Former SEPULTURA Drummer IGOR CAVALERA Is 'Very Proud' Of 'Roots' Album: 'We Were Trying Things That Were Very Risky'

October 4, 2022

During an appearance on the "Brutally Delicious" podcast, original SEPULTURA drummer Igor Cavalera spoke about the influence his former band, in particular the classic 1996 album "Roots", has had on modern metal acts like GOJIRA. He said (as transcribed by BLABBERMOUTH.NET): "We know the guys [in GOJIRA]. We are friends with them. I can just see a huge influence on things that we did. And I look at that as a very groundbreaking thing. Because at the time, I don't even remember this whole thing with metal bands going back to their roots. Even Norwegian bands doing Viking stuff, that wasn't a thing back then. Later that became, like, 'Oh, shit. We can look into our past and bring some of that stuff that it totally makes sense to the music that we do today.' And that's something that we did. And I find myself sometimes very, very proud of that. Because that's one of the legacies, I think, of 'Roots'.

"Some people look at 'Roots' as our biggest-selling record, which is fine, but I like to look at 'Roots' the other way around, where we were trying things that, at the time, they were very risky," he continued. "They were not the typical thing that every metal band was doing. We were pushing the limits of things that could go completely wrong. It was a risk at the time. We didn't know how it would work out. By doing the thing with the [Brazilian] Xavante tribe, recording with them and bringing all those elements, it could go completely wrong. We didn't know at the time. It was just we had this gut feeling that it was the correct thing to do. And to see a band like GOJIRA doing this nowadays, it totally relates to the work that we did 30 years ago… And we are a hundred percent very proud of it.

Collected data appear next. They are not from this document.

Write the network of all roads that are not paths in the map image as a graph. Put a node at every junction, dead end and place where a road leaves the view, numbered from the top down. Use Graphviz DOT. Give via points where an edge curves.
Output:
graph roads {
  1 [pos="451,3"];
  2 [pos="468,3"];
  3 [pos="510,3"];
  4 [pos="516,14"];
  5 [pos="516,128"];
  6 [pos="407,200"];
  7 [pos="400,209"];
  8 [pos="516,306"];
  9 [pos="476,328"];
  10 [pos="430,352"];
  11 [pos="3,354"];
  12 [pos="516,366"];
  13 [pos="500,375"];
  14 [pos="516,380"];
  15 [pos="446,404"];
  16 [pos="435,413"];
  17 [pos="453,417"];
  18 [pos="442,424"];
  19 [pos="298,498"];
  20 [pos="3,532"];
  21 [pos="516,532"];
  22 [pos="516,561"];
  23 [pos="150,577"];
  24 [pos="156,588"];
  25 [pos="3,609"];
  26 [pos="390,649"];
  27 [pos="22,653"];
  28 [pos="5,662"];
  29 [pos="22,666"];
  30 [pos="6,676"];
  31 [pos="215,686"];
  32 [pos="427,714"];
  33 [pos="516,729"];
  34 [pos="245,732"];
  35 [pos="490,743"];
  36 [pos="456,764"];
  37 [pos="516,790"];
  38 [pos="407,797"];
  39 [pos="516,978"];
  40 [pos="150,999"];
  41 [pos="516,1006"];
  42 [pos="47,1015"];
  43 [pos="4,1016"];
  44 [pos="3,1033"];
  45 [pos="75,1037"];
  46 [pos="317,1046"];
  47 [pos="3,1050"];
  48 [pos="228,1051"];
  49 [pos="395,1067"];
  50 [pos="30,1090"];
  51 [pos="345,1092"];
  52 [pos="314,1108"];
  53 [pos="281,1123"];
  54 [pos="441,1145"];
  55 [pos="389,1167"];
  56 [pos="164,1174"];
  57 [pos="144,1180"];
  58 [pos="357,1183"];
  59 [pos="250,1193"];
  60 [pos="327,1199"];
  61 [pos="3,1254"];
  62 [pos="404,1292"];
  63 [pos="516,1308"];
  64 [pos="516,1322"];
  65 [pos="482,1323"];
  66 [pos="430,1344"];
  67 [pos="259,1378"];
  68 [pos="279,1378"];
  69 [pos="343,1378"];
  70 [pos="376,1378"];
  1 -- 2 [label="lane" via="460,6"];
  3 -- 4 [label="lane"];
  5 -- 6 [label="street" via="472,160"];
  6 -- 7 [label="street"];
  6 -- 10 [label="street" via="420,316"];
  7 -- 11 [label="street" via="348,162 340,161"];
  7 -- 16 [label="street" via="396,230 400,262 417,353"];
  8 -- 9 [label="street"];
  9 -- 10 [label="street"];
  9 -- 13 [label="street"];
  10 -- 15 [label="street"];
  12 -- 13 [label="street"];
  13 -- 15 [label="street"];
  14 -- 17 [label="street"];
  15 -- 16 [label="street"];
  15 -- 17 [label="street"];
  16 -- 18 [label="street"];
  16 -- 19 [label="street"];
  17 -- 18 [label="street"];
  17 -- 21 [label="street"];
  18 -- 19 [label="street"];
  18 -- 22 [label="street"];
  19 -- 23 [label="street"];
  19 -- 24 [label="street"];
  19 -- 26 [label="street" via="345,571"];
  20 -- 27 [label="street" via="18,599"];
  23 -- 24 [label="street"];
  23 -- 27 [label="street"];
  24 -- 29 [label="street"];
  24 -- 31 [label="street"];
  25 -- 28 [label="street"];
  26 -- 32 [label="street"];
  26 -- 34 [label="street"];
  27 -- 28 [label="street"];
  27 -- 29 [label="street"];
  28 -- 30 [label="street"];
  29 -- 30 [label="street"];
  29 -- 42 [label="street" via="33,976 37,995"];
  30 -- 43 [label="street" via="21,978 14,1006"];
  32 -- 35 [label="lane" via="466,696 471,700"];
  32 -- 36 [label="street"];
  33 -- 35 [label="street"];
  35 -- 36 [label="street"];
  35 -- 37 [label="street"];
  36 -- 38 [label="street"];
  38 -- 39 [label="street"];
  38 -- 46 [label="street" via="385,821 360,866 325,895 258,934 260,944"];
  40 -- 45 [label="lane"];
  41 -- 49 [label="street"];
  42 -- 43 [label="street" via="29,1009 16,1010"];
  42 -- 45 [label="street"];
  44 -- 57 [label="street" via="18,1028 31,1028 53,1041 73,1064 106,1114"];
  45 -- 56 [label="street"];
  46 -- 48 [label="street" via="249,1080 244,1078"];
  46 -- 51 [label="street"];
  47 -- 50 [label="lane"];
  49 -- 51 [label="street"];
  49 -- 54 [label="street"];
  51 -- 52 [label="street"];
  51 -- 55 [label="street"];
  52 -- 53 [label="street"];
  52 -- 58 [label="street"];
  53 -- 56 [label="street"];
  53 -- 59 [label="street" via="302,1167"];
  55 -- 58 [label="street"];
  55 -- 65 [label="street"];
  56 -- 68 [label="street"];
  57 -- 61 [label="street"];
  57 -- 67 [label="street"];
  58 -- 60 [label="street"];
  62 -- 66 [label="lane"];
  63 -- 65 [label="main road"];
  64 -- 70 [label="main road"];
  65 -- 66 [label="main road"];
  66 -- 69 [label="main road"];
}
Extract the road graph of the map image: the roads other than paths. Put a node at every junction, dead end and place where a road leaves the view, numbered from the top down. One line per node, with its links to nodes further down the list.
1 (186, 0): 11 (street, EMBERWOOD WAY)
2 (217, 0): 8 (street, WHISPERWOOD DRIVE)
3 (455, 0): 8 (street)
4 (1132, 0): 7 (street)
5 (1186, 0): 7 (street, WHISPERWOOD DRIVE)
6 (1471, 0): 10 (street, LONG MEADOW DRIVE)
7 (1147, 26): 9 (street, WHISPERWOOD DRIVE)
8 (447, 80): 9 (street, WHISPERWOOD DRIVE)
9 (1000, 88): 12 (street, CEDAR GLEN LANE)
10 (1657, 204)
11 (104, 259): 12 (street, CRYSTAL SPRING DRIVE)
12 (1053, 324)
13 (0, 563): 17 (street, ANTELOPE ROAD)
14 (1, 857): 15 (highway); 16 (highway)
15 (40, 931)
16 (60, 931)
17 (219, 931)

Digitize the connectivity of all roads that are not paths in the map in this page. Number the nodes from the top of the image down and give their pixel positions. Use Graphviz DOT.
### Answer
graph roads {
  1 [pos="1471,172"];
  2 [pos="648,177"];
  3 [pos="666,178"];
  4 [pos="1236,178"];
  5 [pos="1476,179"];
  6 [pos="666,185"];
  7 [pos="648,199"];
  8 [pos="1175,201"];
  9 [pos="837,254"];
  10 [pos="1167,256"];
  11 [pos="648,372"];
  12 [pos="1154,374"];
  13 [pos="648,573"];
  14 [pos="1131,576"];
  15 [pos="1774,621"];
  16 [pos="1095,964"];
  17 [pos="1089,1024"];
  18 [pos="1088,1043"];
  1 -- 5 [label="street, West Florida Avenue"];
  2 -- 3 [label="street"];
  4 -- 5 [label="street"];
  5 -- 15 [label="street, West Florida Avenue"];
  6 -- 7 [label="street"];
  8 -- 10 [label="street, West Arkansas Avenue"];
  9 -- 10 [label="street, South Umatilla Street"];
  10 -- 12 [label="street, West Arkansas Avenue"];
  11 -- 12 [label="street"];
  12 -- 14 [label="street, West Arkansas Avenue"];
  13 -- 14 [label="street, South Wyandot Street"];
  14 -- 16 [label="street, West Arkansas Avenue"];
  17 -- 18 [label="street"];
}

Not only GOJIRA, but there's a lot of people going back to ideas… There's a lot of black metal bands nowadays that they do a lot of things with their roots, especially with the American Indian roots, and those things back then, they were not common. So I feel very proud of it, that we kind of launched this idea, and nowadays it kind of became a thing."

Last year, GOJIRA guitarist/vocalist Joseph Duplantier told Cuartel Del Metal that it was "a compliment" when people compare the band's song "Amazonia" to SEPULTURA's "Roots" album. "There is no shame here," he said. "And we ripped them off, but we didn't do it on purpose. But we realized it right after. We were, like, 'Oh, that sounds like SEPULTURA. Ahhh, whatever.' It's a tribute to SEPULTURA — how about that? It's about Brazil. It's about the Amazon. It's tribal."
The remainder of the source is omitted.